What should you do with your drainage plan?

Following any changes, you should assess the impact on your drains and update your drainage plan. This could involve altering the building layout to add in any extensions or new buildings that have been built and showing how this affects the drainage network. You may need to move some areas around like vehicle washing or fuel tanks and make sure your labelling reflects the changes. You may have sample points for effluent discharge or discharge points labelled that need amending.

If you have physical changes to your drainage arrangements, you will need to alter the drainage plan to reflect this. It is essential that these changes are accurate and you may want to do some investigation to confirm the drains match up how you expect before making changes to your drainage plan.

Keeping everyone in the know

Once you have updated your drainage plan, it is essential that you update the necessary people to ensure everything is covered.
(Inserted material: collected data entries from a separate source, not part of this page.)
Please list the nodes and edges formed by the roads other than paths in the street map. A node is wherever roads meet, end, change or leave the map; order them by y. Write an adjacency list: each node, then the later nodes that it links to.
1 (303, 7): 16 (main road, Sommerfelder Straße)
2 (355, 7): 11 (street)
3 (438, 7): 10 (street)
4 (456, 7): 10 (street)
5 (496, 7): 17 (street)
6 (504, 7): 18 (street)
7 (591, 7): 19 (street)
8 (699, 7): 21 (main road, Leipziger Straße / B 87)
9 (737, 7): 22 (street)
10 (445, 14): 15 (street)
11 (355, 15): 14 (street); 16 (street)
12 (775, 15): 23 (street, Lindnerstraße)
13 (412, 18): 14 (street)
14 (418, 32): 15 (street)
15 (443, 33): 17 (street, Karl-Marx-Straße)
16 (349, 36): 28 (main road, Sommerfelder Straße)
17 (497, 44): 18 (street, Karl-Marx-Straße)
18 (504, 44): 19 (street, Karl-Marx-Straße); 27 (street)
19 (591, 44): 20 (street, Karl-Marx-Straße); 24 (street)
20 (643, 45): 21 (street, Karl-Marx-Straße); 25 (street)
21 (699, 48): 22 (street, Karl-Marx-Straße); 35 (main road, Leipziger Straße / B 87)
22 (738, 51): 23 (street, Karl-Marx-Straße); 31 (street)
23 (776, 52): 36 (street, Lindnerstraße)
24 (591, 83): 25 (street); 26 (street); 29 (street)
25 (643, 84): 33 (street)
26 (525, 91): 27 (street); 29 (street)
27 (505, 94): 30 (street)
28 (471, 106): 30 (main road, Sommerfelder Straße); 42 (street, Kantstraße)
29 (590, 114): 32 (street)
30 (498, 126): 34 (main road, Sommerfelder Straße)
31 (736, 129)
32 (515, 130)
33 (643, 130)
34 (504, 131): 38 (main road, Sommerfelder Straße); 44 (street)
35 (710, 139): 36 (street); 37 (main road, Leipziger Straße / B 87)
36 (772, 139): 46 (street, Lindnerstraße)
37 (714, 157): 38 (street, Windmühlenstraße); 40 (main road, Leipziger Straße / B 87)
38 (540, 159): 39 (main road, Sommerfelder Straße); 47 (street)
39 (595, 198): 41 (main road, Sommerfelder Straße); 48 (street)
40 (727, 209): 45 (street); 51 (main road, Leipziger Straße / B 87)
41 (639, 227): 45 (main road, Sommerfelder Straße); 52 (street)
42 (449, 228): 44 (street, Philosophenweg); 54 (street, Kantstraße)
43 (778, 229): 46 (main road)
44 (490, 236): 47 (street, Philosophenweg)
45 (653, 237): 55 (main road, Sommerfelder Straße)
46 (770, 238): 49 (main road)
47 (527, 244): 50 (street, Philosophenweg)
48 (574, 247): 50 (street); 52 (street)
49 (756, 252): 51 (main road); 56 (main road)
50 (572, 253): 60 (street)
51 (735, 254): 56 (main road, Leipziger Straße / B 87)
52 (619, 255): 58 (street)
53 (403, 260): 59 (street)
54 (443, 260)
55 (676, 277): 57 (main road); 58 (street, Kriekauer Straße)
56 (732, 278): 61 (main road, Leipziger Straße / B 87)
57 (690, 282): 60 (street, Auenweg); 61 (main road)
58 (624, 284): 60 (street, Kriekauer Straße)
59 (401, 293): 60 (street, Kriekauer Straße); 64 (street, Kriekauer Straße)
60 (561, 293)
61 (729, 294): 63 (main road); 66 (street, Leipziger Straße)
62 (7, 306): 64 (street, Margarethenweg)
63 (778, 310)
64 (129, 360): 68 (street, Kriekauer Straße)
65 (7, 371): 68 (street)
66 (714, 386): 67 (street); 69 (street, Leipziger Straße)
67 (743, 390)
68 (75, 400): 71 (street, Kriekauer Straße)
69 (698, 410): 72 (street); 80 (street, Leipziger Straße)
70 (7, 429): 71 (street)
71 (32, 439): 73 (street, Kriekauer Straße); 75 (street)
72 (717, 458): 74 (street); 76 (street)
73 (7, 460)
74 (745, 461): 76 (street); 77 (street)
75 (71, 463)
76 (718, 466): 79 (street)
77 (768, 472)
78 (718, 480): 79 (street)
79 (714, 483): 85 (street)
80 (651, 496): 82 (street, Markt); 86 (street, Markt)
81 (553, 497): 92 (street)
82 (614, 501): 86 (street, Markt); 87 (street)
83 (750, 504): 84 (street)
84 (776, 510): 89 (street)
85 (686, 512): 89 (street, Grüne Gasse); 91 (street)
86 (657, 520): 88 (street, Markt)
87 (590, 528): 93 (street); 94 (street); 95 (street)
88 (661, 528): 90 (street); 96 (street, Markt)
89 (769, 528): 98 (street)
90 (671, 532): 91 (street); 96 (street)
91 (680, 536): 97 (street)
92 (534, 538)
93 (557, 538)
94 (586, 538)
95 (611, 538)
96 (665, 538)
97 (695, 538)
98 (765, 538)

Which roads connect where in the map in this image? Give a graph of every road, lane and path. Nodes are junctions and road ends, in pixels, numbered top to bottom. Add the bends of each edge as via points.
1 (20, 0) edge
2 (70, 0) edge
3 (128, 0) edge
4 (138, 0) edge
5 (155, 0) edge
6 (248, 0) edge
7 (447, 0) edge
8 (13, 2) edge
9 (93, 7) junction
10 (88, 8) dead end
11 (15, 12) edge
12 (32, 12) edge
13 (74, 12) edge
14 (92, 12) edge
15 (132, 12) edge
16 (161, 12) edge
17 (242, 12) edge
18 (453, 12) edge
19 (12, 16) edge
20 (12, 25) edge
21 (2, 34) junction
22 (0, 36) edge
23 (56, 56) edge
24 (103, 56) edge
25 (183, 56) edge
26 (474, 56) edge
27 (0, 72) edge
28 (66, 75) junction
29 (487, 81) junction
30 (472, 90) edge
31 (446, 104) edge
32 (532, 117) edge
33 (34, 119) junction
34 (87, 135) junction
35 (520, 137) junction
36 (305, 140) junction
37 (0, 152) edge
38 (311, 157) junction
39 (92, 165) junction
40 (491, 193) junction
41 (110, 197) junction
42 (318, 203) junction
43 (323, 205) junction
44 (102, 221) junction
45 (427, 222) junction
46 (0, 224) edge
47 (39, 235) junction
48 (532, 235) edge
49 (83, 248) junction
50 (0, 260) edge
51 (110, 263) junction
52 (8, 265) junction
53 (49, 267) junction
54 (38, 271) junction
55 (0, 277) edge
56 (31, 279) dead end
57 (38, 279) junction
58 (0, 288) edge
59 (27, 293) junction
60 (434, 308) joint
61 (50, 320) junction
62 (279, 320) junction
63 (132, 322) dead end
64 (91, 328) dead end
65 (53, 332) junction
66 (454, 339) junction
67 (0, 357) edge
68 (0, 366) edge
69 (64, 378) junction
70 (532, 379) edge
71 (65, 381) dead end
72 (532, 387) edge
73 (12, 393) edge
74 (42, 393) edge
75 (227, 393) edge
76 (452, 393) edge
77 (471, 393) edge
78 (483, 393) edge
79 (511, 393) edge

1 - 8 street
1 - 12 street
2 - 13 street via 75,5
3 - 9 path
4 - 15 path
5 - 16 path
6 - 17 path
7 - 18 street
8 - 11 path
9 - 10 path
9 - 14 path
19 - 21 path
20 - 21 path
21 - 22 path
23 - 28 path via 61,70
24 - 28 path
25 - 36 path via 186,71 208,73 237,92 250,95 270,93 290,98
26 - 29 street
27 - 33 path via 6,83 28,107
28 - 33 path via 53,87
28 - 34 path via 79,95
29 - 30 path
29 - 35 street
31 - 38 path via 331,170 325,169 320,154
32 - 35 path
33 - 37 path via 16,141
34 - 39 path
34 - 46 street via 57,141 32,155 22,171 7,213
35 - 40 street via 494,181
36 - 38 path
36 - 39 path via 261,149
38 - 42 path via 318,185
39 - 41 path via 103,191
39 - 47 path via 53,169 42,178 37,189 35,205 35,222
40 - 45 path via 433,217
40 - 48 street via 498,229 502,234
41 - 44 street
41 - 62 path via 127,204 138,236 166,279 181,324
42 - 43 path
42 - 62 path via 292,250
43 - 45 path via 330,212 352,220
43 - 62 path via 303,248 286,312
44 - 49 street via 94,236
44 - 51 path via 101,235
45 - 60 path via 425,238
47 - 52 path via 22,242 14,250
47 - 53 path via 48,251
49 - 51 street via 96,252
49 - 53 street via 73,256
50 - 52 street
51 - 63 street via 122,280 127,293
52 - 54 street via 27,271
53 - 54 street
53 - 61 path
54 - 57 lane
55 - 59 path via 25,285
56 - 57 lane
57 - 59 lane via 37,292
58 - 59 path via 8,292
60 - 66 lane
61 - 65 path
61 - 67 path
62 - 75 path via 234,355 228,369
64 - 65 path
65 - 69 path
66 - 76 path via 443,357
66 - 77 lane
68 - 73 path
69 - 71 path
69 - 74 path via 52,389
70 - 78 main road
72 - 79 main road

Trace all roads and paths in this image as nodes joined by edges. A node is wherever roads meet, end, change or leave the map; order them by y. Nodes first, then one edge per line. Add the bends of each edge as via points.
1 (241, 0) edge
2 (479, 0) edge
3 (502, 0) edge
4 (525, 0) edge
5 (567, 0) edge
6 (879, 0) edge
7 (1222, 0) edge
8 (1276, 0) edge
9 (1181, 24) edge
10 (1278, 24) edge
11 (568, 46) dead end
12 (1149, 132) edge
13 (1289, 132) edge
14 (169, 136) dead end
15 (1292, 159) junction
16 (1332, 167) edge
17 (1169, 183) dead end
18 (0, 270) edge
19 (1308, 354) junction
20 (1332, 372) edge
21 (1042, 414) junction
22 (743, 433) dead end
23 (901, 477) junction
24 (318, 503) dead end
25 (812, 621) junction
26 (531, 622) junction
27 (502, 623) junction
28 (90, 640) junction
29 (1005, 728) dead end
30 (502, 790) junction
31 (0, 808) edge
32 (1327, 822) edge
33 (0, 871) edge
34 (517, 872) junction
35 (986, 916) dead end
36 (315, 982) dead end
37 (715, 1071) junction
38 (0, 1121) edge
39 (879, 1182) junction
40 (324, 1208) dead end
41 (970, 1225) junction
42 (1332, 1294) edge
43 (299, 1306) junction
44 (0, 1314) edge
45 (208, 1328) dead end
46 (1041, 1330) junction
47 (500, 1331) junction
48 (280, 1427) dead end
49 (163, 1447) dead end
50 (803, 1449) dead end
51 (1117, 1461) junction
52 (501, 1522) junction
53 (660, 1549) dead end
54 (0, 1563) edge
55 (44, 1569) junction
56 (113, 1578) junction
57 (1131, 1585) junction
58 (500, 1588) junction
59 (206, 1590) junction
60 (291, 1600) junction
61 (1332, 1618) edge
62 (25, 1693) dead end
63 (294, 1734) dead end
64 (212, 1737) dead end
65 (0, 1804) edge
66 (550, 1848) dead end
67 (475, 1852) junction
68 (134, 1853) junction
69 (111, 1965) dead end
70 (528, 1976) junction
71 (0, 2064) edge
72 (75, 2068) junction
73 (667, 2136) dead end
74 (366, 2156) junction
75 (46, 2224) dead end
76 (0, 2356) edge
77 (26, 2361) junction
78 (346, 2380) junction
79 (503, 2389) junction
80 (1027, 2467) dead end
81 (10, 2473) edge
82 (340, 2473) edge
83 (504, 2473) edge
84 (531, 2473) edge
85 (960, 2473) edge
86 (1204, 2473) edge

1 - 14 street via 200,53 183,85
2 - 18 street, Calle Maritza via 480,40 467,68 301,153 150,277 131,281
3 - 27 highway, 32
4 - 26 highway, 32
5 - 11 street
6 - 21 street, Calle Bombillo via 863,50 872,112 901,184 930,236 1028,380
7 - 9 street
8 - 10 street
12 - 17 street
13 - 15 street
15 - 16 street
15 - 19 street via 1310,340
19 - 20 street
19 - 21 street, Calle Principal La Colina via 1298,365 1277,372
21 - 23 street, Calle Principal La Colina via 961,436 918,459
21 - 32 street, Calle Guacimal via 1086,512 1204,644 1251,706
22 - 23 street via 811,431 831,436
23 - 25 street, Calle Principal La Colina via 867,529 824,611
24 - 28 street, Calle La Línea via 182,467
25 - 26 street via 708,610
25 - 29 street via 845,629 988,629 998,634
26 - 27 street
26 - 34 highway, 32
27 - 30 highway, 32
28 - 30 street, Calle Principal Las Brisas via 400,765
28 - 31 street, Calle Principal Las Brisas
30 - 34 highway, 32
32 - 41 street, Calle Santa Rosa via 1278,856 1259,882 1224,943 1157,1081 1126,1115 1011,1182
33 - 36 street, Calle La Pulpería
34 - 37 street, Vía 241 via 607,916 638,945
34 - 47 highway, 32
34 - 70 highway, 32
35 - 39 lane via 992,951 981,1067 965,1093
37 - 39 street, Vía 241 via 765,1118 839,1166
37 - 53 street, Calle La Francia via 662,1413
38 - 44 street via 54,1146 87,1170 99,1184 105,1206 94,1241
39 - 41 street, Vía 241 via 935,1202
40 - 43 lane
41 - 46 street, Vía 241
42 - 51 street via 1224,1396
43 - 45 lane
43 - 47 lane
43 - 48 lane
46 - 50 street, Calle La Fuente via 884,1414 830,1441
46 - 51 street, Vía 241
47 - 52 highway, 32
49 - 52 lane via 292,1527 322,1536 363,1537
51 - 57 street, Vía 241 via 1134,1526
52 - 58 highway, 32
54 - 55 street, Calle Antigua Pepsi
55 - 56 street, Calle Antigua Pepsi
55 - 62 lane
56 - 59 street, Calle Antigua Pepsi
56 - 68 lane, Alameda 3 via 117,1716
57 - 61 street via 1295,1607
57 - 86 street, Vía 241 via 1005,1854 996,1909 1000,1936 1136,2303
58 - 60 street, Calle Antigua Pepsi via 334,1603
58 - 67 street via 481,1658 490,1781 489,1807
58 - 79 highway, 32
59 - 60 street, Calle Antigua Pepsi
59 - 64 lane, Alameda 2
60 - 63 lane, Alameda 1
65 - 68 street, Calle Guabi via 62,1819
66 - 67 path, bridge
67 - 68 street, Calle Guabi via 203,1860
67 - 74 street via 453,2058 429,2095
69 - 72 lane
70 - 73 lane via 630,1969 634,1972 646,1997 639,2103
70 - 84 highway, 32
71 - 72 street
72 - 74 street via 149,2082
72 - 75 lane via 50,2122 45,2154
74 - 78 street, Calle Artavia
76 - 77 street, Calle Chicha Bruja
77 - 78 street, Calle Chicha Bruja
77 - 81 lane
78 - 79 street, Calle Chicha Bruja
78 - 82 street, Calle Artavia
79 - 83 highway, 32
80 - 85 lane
You should inform your drainage contractor if it will result in changes to your regular planned preventative maintenance (PPM) schedule and you should also ensure your internal spill response team are made aware of the changes.

Changes to your drainage arrangements may impact your spill risk areas, so it is important to review these and your spill response kit to make sure you are covered in the event of an incident. You may need to move some spill kits around or get new ones for certain areas. It is also essential that you update all related paperwork along with your drainage plan. Key documents may be your Pollution Incident Response Plan (PIRP), Site Environmental Emergency Plan (SEEP), spill kit plan and spill response training.

If you make any changes to your site, it is essential to consider the impact of those changes on your drainage arrangements and thus your drainage plan. You should review the changes and ensure your drainage plan is updated accurately and the relevant people and other documents are updated accordingly.